Fort Smith, N.W.T., man pleads guilty to murder

Field Street at the corner of Calder Avenue in Fort Smith, N.W.T., was closed by police on Friday as they searched for an active shooter. (Submitted - image credit)
Field Street at the corner of Calder Avenue in Fort Smith, N.W.T., was closed by police on Friday as they searched for an active shooter. (Submitted - image credit)

A Fort Smith man has pleaded guilty to second-degree murder.

The man can't be identified because he was a youth at the time he shot and killed the man during an early morning rampage in the community almost two years ago. He is now 19.

The man entered the guilty plea in N.W.T. Supreme Court in Yellowknife on Wednesday as four family members of the 50-year-old victim sat just meters away and other friends and relatives listened in to the proceedings by phone.

The man was dressed in a jail-issued pale green shirt. Though the youngest person in the courtroom, he was by far the biggest, standing almost six feet tall.

According to an agreed statement of facts read out by prosecutor Duane Praught, the evening of March 3, 2022 the man, then less than four months away from his 18th birthday, was socializing and drinking with relatives and friends in Fort Smith.

Shortly after midnight he walked into a residential area, broke into a garage and stole two screwdrivers. At 1:30 he broke into another garage and used the screwdrivers to open three gun safes. He broke the trigger lock off a shotgun he found in one, according to the agreed statement of facts.

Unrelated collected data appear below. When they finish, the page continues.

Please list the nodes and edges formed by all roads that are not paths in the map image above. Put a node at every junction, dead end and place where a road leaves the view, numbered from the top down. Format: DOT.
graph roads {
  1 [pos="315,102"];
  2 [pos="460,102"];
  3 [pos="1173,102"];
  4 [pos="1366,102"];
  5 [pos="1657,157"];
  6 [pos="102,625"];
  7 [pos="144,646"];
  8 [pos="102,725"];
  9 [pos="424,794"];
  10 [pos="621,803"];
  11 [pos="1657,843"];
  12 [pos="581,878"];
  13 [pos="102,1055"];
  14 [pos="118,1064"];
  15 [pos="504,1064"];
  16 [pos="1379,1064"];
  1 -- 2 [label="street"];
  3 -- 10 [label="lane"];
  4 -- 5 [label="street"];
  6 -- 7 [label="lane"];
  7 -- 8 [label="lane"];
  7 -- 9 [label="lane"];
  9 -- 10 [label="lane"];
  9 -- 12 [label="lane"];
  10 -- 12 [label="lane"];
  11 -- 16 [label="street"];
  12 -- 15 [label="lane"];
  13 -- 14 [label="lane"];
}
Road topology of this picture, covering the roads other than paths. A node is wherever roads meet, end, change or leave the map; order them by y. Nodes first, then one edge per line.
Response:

About 10 minutes later he broke into another garage on Primrose Lane. The owner was inside. The youth shot him and then fled. He then broke into a government building where he stole firearms, ammunition and vehicle keys. He loaded the firearms into one of the government vehicles and drove off.

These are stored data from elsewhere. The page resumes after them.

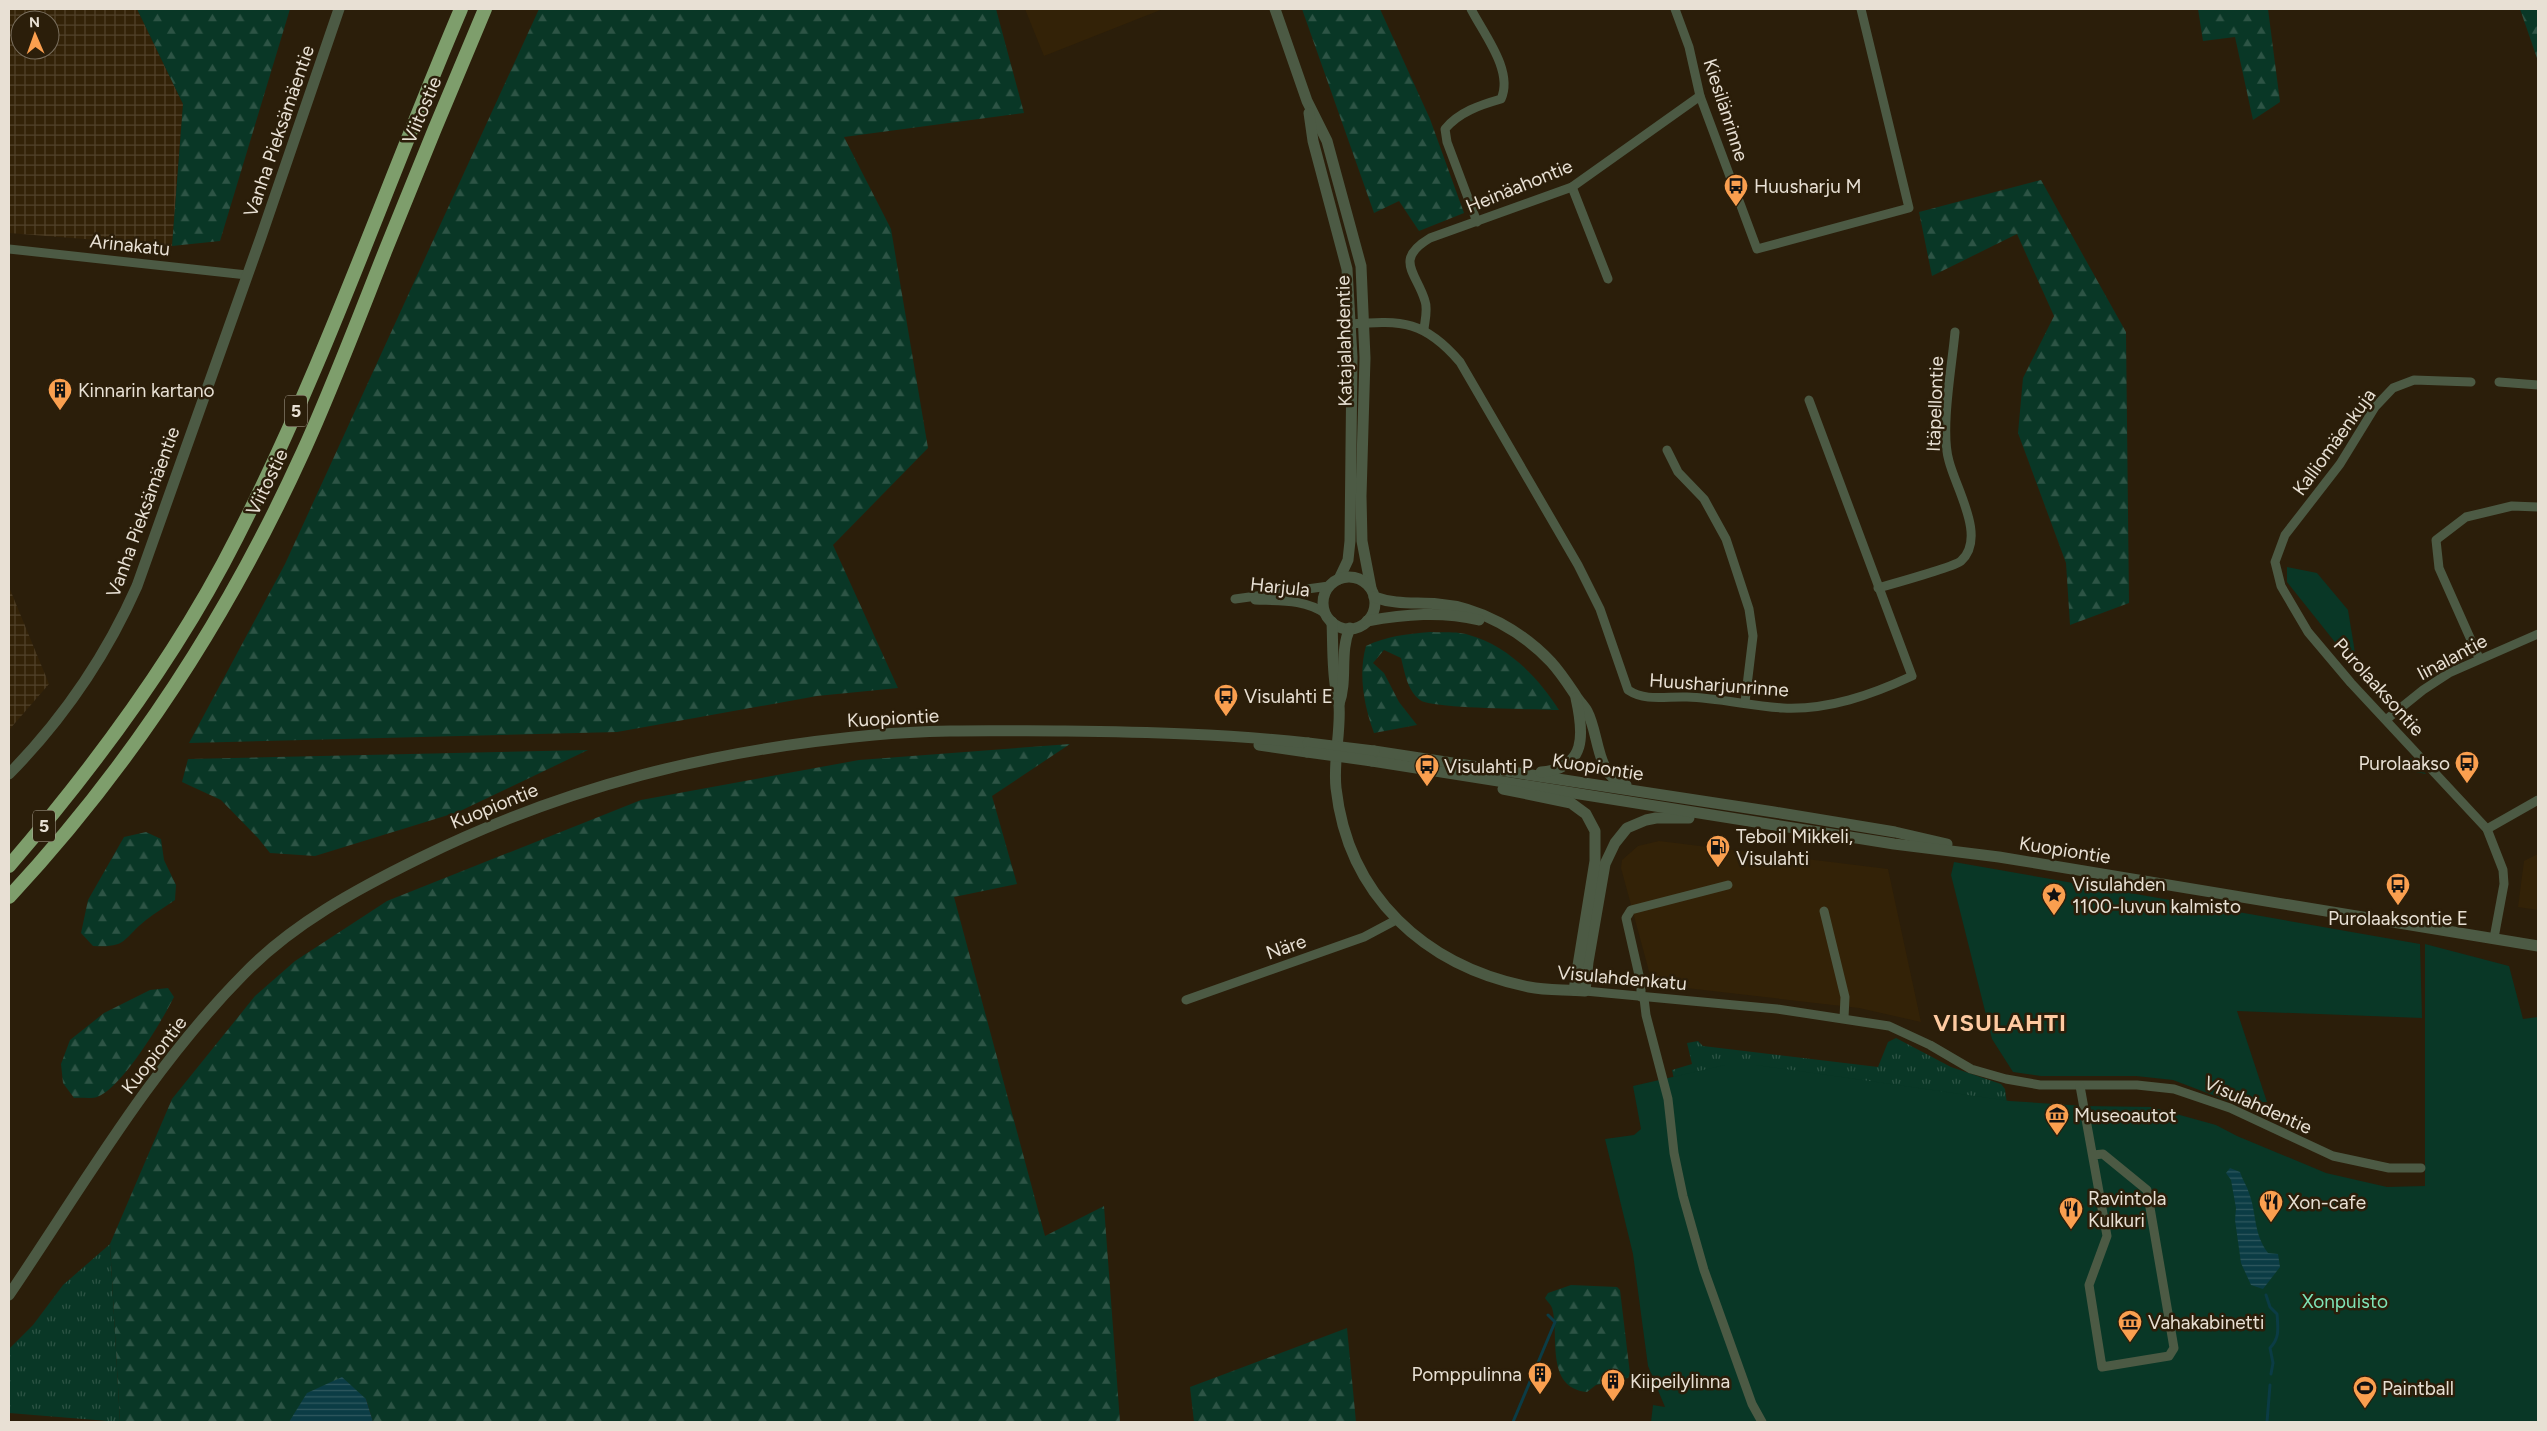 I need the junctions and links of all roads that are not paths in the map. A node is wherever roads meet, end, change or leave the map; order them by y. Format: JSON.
{"nodes":[{"id":1,"x":339,"y":9,"type":"edge"},
{"id":2,"x":461,"y":9,"type":"edge"},
{"id":3,"x":484,"y":9,"type":"edge"},
{"id":4,"x":1275,"y":9,"type":"edge"},
{"id":5,"x":1471,"y":9,"type":"edge"},
{"id":6,"x":1675,"y":9,"type":"edge"},
{"id":7,"x":1861,"y":9,"type":"edge"},
{"id":8,"x":1700,"y":96,"type":"junction"},
{"id":9,"x":1307,"y":101,"type":"junction"},
{"id":10,"x":1572,"y":187,"type":"junction"},
{"id":11,"x":1477,"y":222,"type":"junction"},
{"id":12,"x":9,"y":249,"type":"edge"},
{"id":13,"x":247,"y":275,"type":"junction"},
{"id":14,"x":1608,"y":278,"type":"dead end"},
{"id":15,"x":1364,"y":323,"type":"junction"},
{"id":16,"x":1351,"y":324,"type":"junction"},
{"id":17,"x":1424,"y":329,"type":"junction"},
{"id":18,"x":1955,"y":332,"type":"dead end"},
{"id":19,"x":2471,"y":382,"type":"dead end"},
{"id":20,"x":2499,"y":382,"type":"dead end"},
{"id":21,"x":2538,"y":385,"type":"edge"},
{"id":22,"x":1809,"y":400,"type":"dead end"},
{"id":23,"x":1667,"y":450,"type":"dead end"},
{"id":24,"x":2538,"y":507,"type":"edge"},
{"id":25,"x":1339,"y":579,"type":"junction"},
{"id":26,"x":1329,"y":586,"type":"junction"},
{"id":27,"x":2281,"y":586,"type":"joint"},
{"id":28,"x":1878,"y":588,"type":"junction"},
{"id":29,"x":1372,"y":592,"type":"junction"},
{"id":30,"x":1329,"y":618,"type":"junction"},
{"id":31,"x":1367,"y":621,"type":"junction"},
{"id":32,"x":1500,"y":625,"type":"junction"},
{"id":33,"x":1350,"y":628,"type":"junction"},
{"id":34,"x":2538,"y":634,"type":"edge"},
{"id":35,"x":2479,"y":658,"type":"junction"},
{"id":36,"x":1576,"y":696,"type":"junction"},
{"id":37,"x":1745,"y":702,"type":"junction"},
{"id":38,"x":1339,"y":704,"type":"junction"},
{"id":39,"x":2387,"y":719,"type":"junction"},
{"id":40,"x":1373,"y":756,"type":"junction"},
{"id":41,"x":1469,"y":765,"type":"junction"},
{"id":42,"x":9,"y":774,"type":"edge"},
{"id":43,"x":1464,"y":776,"type":"junction"},
{"id":44,"x":1667,"y":796,"type":"junction"},
{"id":45,"x":2538,"y":800,"type":"edge"},
{"id":46,"x":1760,"y":822,"type":"junction"},
{"id":47,"x":2487,"y":828,"type":"junction"},
{"id":48,"x":1999,"y":857,"type":"junction"},
{"id":49,"x":44,"y":859,"type":"junction"},
{"id":50,"x":9,"y":866,"type":"edge"},
{"id":51,"x":1728,"y":885,"type":"dead end"},
{"id":52,"x":9,"y":897,"type":"edge"},
{"id":53,"x":9,"y":907,"type":"edge"},
{"id":54,"x":1824,"y":911,"type":"dead end"},
{"id":55,"x":1396,"y":920,"type":"junction"},
{"id":56,"x":2494,"y":938,"type":"junction"},
{"id":57,"x":2538,"y":946,"type":"edge"},
{"id":58,"x":1580,"y":990,"type":"junction"},
{"id":59,"x":1643,"y":998,"type":"junction"},
{"id":60,"x":1186,"y":1000,"type":"dead end"},
{"id":61,"x":1844,"y":1018,"type":"junction"},
{"id":62,"x":2080,"y":1086,"type":"junction"},
{"id":63,"x":2093,"y":1155,"type":"junction"},
{"id":64,"x":2420,"y":1168,"type":"dead end"},
{"id":65,"x":9,"y":1295,"type":"edge"},
{"id":66,"x":1762,"y":1422,"type":"edge"}],
"edges":[{"from":1,"to":13,"type":"street","name":"Vanha Pieksämäentie"},
{"from":2,"to":50,"type":"highway","name":"Viitostie","number":"5"},
{"from":3,"to":49,"type":"highway","name":"Viitostie","number":"5"},
{"from":4,"to":9,"type":"street","name":"Katajalahdentie"},
{"from":5,"to":11,"type":"street"},
{"from":6,"to":8,"type":"street","name":"Kiesilänrinne"},
{"from":7,"to":8,"type":"street","name":"Kiesilänrinne"},
{"from":8,"to":10,"type":"street","name":"Heinäahontie"},
{"from":9,"to":15,"type":"street","name":"Katajalahdentie"},
{"from":9,"to":16,"type":"street","name":"Katajalahdentie"},
{"from":10,"to":11,"type":"street","name":"Heinäahontie"},
{"from":10,"to":14,"type":"street"},
{"from":11,"to":17,"type":"street","name":"Heinäahontie"},
{"from":12,"to":13,"type":"street","name":"Arinakatu"},
{"from":13,"to":42,"type":"street","name":"Vanha Pieksämäentie"},
{"from":15,"to":16,"type":"street","name":"Huusharjunrinne"},
{"from":15,"to":17,"type":"street","name":"Huusharjunrinne"},
{"from":15,"to":29,"type":"street","name":"Katajalahdentie"},
{"from":16,"to":25,"type":"street","name":"Katajalahdentie"},
{"from":17,"to":37,"type":"street","name":"Huusharjunrinne"},
{"from":18,"to":28,"type":"street","name":"Itäpellontie"},
{"from":19,"to":27,"type":"street","name":"Kalliomäenkuja"},
{"from":20,"to":21,"type":"street"},
{"from":22,"to":28,"type":"street","name":"Huusharjunrinne"},
{"from":23,"to":37,"type":"street"},
{"from":24,"to":35,"type":"street"},
{"from":25,"to":26,"type":"street"},
{"from":25,"to":29,"type":"street"},
{"from":26,"to":30,"type":"street"},
{"from":26,"to":30,"type":"street","name":"Harjula"},
{"from":27,"to":39,"type":"street","name":"Purolaaksontie"},
{"from":28,"to":37,"type":"street","name":"Huusharjunrinne"},
{"from":29,"to":31,"type":"street"},
{"from":29,"to":32,"type":"street"},
{"from":30,"to":33,"type":"street"},
{"from":30,"to":38,"type":"street","name":"Visulahdenkatu"},
{"from":31,"to":32,"type":"street"},
{"from":31,"to":33,"type":"street"},
{"from":32,"to":36,"type":"street"},
{"from":33,"to":38,"type":"street","name":"Visulahdenkatu"},
{"from":34,"to":35,"type":"street","name":"Iinalantie"},
{"from":35,"to":39,"type":"street","name":"Iinalantie"},
{"from":36,"to":41,"type":"street"},
{"from":36,"to":44,"type":"street"},
{"from":38,"to":55,"type":"street","name":"Visulahdenkatu"},
{"from":39,"to":47,"type":"street","name":"Purolaaksontie"},
{"from":40,"to":41,"type":"street","name":"Kuopiontie"},
{"from":40,"to":43,"type":"street","name":"Kuopiontie"},
{"from":40,"to":65,"type":"street","name":"Kuopiontie","bridge":true},
{"from":41,"to":44,"type":"street","name":"Kuopiontie"},
{"from":43,"to":46,"type":"street","name":"Kuopiontie"},
{"from":43,"to":58,"type":"street"},
{"from":44,"to":48,"type":"street","name":"Kuopiontie"},
{"from":45,"to":47,"type":"street"},
{"from":46,"to":48,"type":"street","name":"Kuopiontie"},
{"from":46,"to":58,"type":"street"},
{"from":47,"to":56,"type":"street","name":"Purolaaksontie"},
{"from":48,"to":56,"type":"street","name":"Kuopiontie"},
{"from":49,"to":52,"type":"highway","name":"Viitostie","number":"5"},
{"from":49,"to":53,"type":"highway"},
{"from":51,"to":59,"type":"street"},
{"from":54,"to":61,"type":"street"},
{"from":55,"to":58,"type":"street","name":"Visulahdenkatu"},
{"from":55,"to":60,"type":"street","name":"Näre"},
{"from":56,"to":57,"type":"street","name":"Kuopiontie"},
{"from":58,"to":59,"type":"street","name":"Visulahdenkatu"},
{"from":59,"to":61,"type":"street","name":"Visulahdenkatu"},
{"from":59,"to":66,"type":"street"},
{"from":61,"to":62,"type":"street","name":"Visulahdenkatu"},
{"from":62,"to":63,"type":"street"},
{"from":62,"to":64,"type":"street","name":"Visulahdentie"},
{"from":63,"to":63,"type":"street"}]}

At 2:30 a.m. he drove by a home and fired four shots at it. There were two adults and two children inside, but none of them were hit.

The man then drove toward Fort Fitzgerald but eventually turned around, returning to Fort Smith at about 5 a.m. At 8:30 that morning the wife of the victim found his lifeless body in the garage.

Prosecutor Praught told the judge that he and the man's lawyer, Robin Parker, have agreed on what an appropriate sentence should be, but that will require an assessment to be done of the man. Praught did not say what kind of assessment he was referring to.

With the guilty plea, Praught withdrew four other charges the man was facing. The case is back in court on Jan. 15.

Under the Youth Criminal Justice Act, the maximum sentence for second-degree murder is four years in custody followed by three years of supervision at a halfway house or some other facility other than prison.